She had looked down at her hands.
“You did not find me abhorrent two afternoons ago,” he had said.
She had looked up sharply at him. “That was the garden,” she had said, “and the sunshine and warmth and …”
“And appetite,” he had said. “It seems that we still find each other somewhat appetizing, Olivia.”
“Yes.” She had looked back at her hands.
“Well,” he had said, “short of resuming a marriage that seems to have died many years ago, can we at least be mutual parents to the child who survived that marriage? You will be away for a week. By the time you return there will be less than two remaining before the wedding. Perhaps once or twice a year in the future we can force ourselves to spend a week or so in the same house. Can we do it?”
“I suppose so,” she had said.
“She said she would give up Francis if only she could bring us back together again,” he had told her. “Foolish child. But she meant it with all the earnestness of youth, Olivia.”
She was twisting her hands hard in her lap, she had realized suddenly. Very well, then, she had wanted to blurt out to him, let us give her exactly what she wants, Marc. A marriage that is real. But the words could not be spoken aloud. He had been standing stiffly before her, his manner businesslike, his voice abrupt and almost cold. He was trying to persuade her to agree to a workable proposition.
“We must try again, then,” she had said. “We did well for the first week.”
“This evening,” he had said. “We must remain in the drawing room together. Tomorrow morning, when you leave, I must kiss you just as I will kiss Sophia.”
“Yes,” she had said.
He had stood there for a while not saying anything, as she examined the backs of her hands.
“I wish I could come with you,” he had said. “I don’t like to think of the two of you on the road with only young Sutton and my servants for protection. You will be all right, Olivia?”
“I came here alone,” she had reminded him.
“You will have new clothes made?” he had said. “As many as you wish, Olivia, and have the bills sent to me with Sophia’s?”
“You give me a generous enough allowance,” she had said.

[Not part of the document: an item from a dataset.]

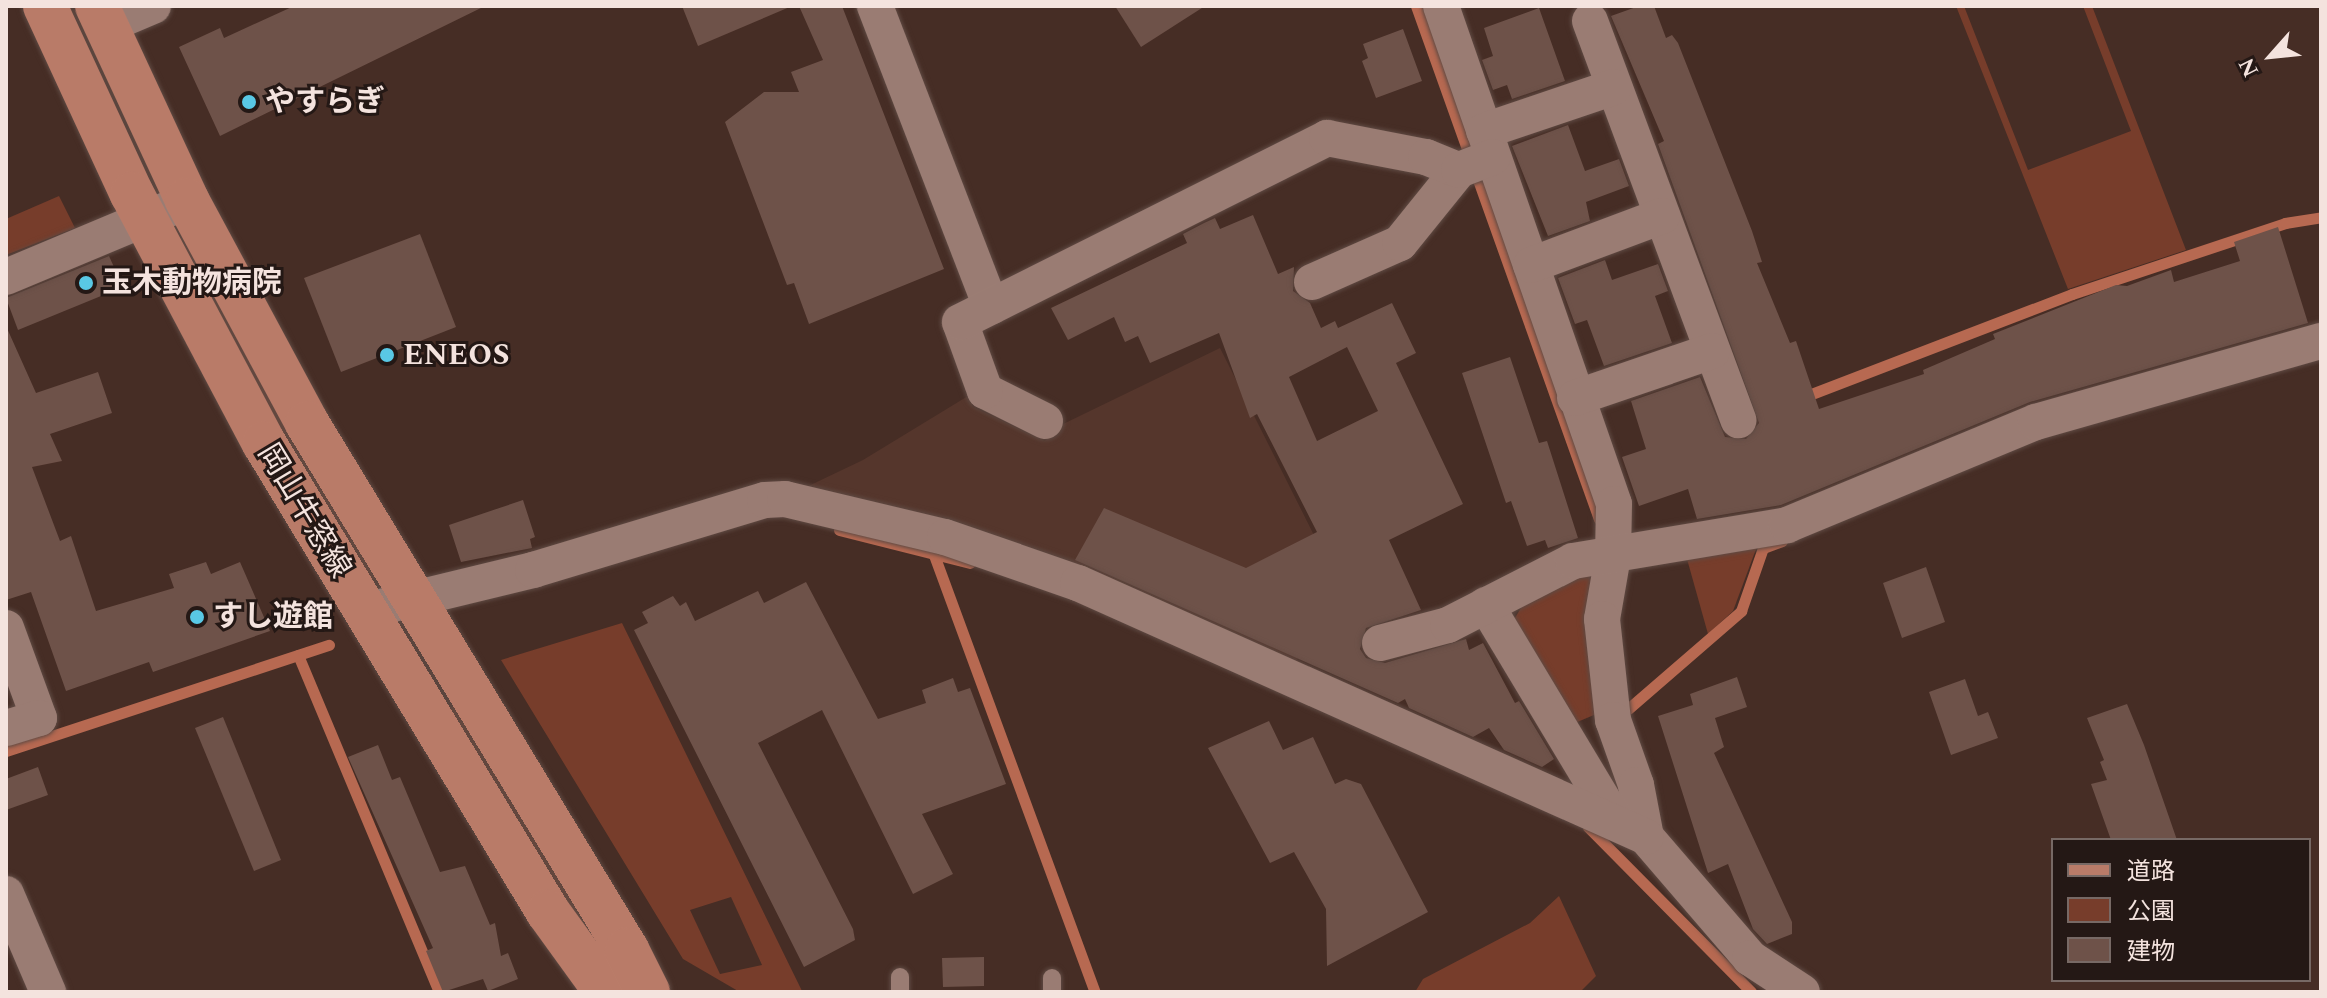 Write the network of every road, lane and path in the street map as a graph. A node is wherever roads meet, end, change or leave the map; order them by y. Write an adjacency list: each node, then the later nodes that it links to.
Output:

“My daughter is getting married,” he had said. “At least allow me to buy my wife new clothes for the occasion. Will you?”
She had nodded.
“There are enough servants left at the house in town to see to your needs,” he had said.
“Yes.”
“Well.” He had moved abruptly and set his hand on the knob of the door into his dressing room. “You have lived safely for fourteen years without my assistance. I daresay I need not worry about you now.”
“No,” she had said.
Come with us, she had wanted to beg him quite unreasonably. Three weeks is all the time we have left. And the memory caused a tickle in her throat now as she sat with closed eyes in the carriage and did not even hear the occasional chatter of Sophia and Lord Francis. They could not expect to return within a week at the very least. A week—seven whole days!
But there would be countless years without him again after Sophia’s wedding, with perhaps the teaser of a week once or twice a year. She felt the desperate need to cry, but her daughter’s presence in the carriage forced her to resist the urge.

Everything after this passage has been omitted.